Dicho ello, observamos que las autoridades territoriales (gobernadores y alcaldes) no cumplen la función de ser intermediarios entre la población y el gobierno central, aunque siempre apelan a ese discurso. Las evidencias apuntan a que las agendas de estos actores responden a una visión particular (individual o de un grupo muy reducido), muchas veces en sintonía con los intereses de agentes externos enfocados en aprovechar la rentabilidad que producen determinados recursos u oportunidades antes que en un desarrollo que alcance a las mayorías; ello sin contar los conflictos que existen cuando estos beneficios privados entran en competencia o contradicción, como es el caso del enfrentamiento entre el alcalde de la provincia de Huamanga Juan Carlos Arango y el gobernador regional Wilfredo Oscorima sobre los posibles presupuestos y proyectos vinculados a los juegos bolivarianos. Son estas acciones, sin resultados tangibles y no prioritarias, las que deslegitiman a los gobiernos de turno casi de manera inmediata a su elección.

Por su parte, las organizaciones sociales (y la población), han dejado de sentirse representados por las autoridades territoriales, sobre todo si las demandas constituyen un trabajo de mediano y largo plazo o requieren una atención para la que el gobierno local no está capacitado, aunque esté dentro de sus competencias. En ese escenario las exigencias apuntan directamente al gobierno central, reflejando de este modo que la descentralización no les aporta ningún valor.

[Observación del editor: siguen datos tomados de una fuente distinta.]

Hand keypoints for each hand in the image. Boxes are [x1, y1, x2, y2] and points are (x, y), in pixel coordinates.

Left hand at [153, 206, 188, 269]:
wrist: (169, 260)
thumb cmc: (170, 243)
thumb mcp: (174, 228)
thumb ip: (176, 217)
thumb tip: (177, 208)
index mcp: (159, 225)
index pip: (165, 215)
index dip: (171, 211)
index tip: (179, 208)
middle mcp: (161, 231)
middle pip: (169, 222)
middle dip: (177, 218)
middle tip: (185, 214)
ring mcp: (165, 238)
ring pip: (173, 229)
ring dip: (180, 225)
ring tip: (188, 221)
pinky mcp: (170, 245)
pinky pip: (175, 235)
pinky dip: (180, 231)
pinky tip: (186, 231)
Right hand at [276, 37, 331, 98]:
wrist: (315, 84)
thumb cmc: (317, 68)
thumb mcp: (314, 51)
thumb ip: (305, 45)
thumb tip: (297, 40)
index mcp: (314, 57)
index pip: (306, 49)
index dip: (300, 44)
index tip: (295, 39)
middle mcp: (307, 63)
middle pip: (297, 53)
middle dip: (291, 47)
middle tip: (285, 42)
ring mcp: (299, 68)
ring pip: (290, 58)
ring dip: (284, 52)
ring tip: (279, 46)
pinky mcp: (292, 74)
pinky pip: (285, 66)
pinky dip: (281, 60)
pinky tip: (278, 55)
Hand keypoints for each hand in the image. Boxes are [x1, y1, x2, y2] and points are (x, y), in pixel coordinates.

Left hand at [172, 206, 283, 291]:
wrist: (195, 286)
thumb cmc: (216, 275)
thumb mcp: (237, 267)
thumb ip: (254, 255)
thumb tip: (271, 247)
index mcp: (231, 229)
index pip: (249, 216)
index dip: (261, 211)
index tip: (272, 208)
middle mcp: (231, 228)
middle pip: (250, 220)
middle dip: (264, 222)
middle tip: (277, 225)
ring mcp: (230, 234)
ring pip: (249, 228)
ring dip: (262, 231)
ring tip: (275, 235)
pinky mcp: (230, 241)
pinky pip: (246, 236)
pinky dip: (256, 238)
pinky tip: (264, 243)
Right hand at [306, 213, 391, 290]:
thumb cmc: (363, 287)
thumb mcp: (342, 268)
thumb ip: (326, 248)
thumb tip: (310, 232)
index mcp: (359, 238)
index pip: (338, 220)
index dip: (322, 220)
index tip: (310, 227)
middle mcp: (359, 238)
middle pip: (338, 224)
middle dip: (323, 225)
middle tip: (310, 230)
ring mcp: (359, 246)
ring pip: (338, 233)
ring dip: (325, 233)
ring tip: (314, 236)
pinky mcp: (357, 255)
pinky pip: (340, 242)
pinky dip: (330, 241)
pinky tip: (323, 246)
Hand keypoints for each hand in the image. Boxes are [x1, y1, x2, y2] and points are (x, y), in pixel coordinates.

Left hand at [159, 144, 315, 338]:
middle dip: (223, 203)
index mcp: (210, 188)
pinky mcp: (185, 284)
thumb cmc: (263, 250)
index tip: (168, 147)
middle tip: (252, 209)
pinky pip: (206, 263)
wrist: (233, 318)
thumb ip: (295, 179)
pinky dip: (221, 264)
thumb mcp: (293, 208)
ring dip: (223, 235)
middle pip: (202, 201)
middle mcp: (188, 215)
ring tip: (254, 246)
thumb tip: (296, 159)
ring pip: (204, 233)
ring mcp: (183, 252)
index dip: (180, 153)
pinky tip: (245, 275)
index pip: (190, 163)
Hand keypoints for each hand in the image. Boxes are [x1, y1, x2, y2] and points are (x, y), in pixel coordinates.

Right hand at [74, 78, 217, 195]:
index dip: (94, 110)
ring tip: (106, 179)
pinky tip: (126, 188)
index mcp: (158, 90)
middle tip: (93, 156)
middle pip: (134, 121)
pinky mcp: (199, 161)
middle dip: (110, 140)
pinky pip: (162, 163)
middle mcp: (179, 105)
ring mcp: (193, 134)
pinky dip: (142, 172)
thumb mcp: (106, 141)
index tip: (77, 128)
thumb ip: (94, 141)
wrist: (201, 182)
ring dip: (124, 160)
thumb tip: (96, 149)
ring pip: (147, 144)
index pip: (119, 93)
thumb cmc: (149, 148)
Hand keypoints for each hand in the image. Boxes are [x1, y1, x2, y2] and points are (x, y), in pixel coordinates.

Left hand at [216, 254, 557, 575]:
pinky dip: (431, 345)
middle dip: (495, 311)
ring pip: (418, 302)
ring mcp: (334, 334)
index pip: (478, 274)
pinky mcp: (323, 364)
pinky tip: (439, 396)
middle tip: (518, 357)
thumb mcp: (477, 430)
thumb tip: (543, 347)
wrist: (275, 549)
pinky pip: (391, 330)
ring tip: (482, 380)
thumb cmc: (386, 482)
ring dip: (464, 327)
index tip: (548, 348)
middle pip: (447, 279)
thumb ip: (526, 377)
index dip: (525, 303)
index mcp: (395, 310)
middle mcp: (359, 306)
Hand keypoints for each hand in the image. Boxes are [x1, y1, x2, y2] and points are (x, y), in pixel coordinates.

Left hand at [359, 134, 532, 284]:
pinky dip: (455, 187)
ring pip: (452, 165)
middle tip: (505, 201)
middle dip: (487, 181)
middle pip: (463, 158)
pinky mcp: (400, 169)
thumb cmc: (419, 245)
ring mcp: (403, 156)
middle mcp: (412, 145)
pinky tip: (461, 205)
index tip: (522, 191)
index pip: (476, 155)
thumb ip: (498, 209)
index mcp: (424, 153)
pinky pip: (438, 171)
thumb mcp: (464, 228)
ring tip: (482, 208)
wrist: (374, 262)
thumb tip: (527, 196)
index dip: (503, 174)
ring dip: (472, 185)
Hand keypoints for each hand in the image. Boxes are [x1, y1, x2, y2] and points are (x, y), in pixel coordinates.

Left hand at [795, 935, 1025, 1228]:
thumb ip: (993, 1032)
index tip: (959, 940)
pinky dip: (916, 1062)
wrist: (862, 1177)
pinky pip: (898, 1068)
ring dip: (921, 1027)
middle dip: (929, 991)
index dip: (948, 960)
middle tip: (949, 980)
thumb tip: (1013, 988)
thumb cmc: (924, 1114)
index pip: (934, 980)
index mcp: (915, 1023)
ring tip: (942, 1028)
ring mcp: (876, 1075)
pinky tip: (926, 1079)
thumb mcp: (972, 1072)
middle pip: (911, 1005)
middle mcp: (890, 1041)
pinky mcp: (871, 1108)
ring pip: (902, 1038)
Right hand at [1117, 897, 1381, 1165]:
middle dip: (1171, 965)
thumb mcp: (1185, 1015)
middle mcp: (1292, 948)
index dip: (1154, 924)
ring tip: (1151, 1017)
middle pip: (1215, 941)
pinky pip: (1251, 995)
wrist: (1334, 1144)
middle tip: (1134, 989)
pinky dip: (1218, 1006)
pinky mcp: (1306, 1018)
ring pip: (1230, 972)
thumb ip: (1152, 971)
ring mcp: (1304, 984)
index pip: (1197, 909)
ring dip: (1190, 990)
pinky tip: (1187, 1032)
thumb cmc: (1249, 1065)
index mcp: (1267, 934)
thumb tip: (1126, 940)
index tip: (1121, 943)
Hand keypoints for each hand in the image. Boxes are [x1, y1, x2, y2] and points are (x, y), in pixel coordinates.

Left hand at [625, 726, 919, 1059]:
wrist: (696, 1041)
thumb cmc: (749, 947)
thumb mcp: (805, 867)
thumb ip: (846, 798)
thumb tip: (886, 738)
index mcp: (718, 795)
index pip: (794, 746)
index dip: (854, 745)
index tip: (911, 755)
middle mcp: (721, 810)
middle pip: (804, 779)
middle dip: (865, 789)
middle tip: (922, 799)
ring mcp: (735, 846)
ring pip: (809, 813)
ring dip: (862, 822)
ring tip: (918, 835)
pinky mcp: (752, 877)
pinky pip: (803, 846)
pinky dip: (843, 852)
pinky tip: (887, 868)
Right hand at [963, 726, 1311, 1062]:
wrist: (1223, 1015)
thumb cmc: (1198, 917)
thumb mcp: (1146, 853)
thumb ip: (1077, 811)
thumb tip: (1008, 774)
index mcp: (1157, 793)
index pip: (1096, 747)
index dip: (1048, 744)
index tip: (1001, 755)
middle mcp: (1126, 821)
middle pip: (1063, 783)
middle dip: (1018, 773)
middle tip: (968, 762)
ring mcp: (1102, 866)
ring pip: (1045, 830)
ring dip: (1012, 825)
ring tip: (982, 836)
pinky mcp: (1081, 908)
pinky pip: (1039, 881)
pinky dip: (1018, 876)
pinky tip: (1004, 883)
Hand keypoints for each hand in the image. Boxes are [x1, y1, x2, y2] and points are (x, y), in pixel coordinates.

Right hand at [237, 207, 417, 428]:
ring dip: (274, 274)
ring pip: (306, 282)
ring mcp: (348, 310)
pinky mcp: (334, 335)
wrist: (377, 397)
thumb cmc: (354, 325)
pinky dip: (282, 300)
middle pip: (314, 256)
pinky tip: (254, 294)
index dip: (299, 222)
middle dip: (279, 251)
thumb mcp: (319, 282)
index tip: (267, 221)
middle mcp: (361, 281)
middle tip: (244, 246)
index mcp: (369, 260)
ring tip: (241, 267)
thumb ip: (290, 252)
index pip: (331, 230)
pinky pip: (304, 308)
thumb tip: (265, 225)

Las organizaciones consideran que las funciones del gobierno regional y municipal (sobre todo este último) se limitan a la cobertura de determinados servicios básicos, brindados de manera deficiente como el ornato, la seguridad ciudadana, la recolección de residuos sólidos y algunas acciones circunstanciales; lo que además es lo que se ofrece en los discursos electorales desde hace varios años. En esa misma línea abonan las autoridades, mostrando una miopía consciente sobre sus (ir)responsabilidades funcionales, realizando actividades populistas donde se victimizan ante el gobierno central para reclamar mayor presupuesto pero sin capacidad de gestión.

¿Se trata únicamente de un problema de la centralidad estatal? o más bien ¿de una forma de gobernar que reproduce y potencia los vicios de esa centralidad, un modelo de gobierno territorial-autoritario que niega la posibilidad a la participación ciudadana y promoción de una gobernanza real y efectiva, más allá de los formalismos que dicta la norma?

Un repaso por las acciones de las anteriores y actuales autoridades territoriales nos muestra la incoherencia de un lado entre la responsabilidad (normativa), la voluntad y la planificación y, del otro, las demandas, los resultados o el valor público; reproduciendo así los mismos errores de aquella centralidad que tanto se critica; se trata pues de un proceso de recentralización del poder en nuevos actores locales.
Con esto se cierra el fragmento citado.